## EXERCISE DESCRIPTION
Omit all pictures, then retype the data exactly as given.

Stored data entries
● ● ● ● ● ● ●

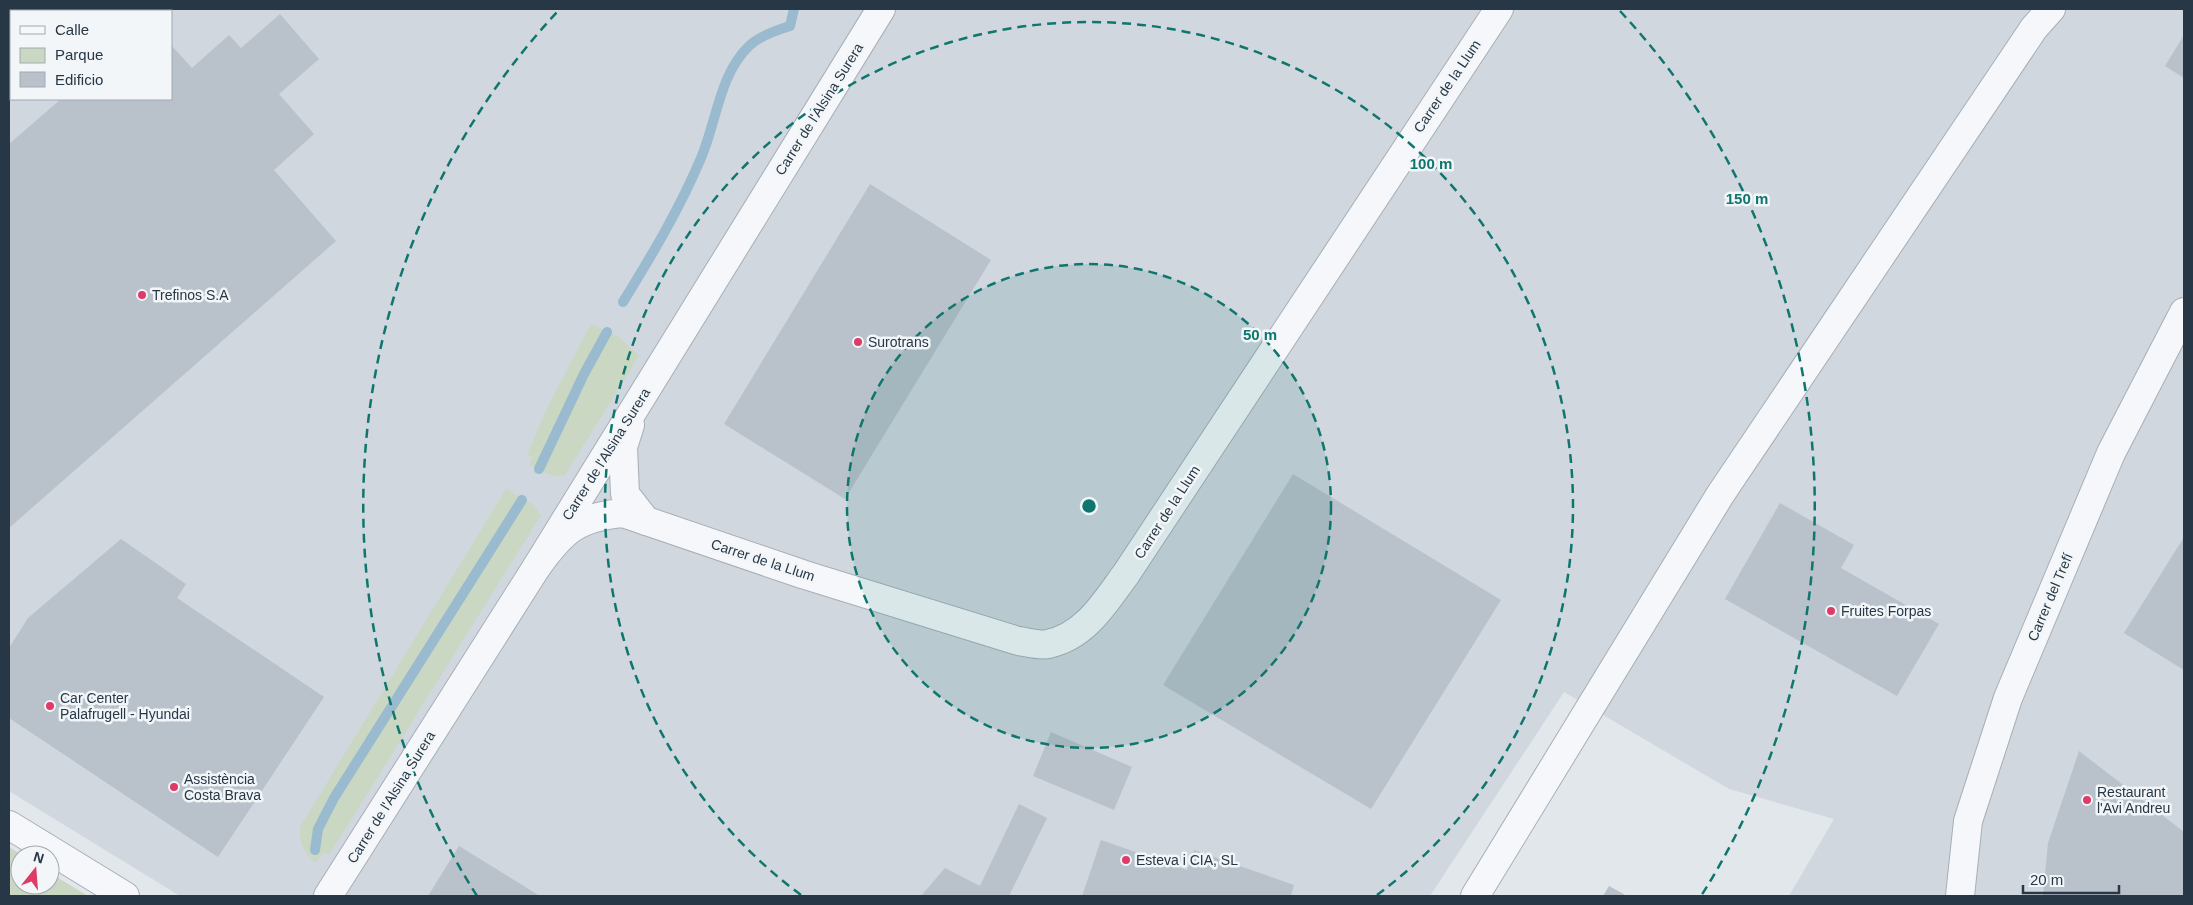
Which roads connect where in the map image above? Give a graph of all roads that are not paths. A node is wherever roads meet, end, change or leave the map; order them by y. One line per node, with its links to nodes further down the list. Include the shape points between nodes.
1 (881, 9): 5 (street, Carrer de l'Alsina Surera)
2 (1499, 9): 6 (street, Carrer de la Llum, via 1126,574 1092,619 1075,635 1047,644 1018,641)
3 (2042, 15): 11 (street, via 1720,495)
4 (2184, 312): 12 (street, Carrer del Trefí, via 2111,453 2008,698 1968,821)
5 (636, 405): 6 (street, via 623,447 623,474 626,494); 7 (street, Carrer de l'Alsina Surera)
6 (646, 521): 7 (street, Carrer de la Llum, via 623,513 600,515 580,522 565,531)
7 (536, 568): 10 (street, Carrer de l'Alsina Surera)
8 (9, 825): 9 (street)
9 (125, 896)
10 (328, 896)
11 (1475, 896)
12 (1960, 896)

● ● ● ● ● ● ●

## RESPONSE
Which roads connect where in the map image above? Give a graph of all roads that are not paths. A node is wherever roads meet, end, change or leave the map; order them by y. One line per node, with its links to nodes further down the list. Include the shape points between nodes.
1 (881, 9): 5 (street, Carrer de l'Alsina Surera)
2 (1499, 9): 6 (street, Carrer de la Llum, via 1126,574 1092,619 1075,635 1047,644 1018,641)
3 (2042, 15): 11 (street, via 1720,495)
4 (2184, 312): 12 (street, Carrer del Trefí, via 2111,453 2008,698 1968,821)
5 (636, 405): 6 (street, via 623,447 623,474 626,494); 7 (street, Carrer de l'Alsina Surera)
6 (646, 521): 7 (street, Carrer de la Llum, via 623,513 600,515 580,522 565,531)
7 (536, 568): 10 (street, Carrer de l'Alsina Surera)
8 (9, 825): 9 (street)
9 (125, 896)
10 (328, 896)
11 (1475, 896)
12 (1960, 896)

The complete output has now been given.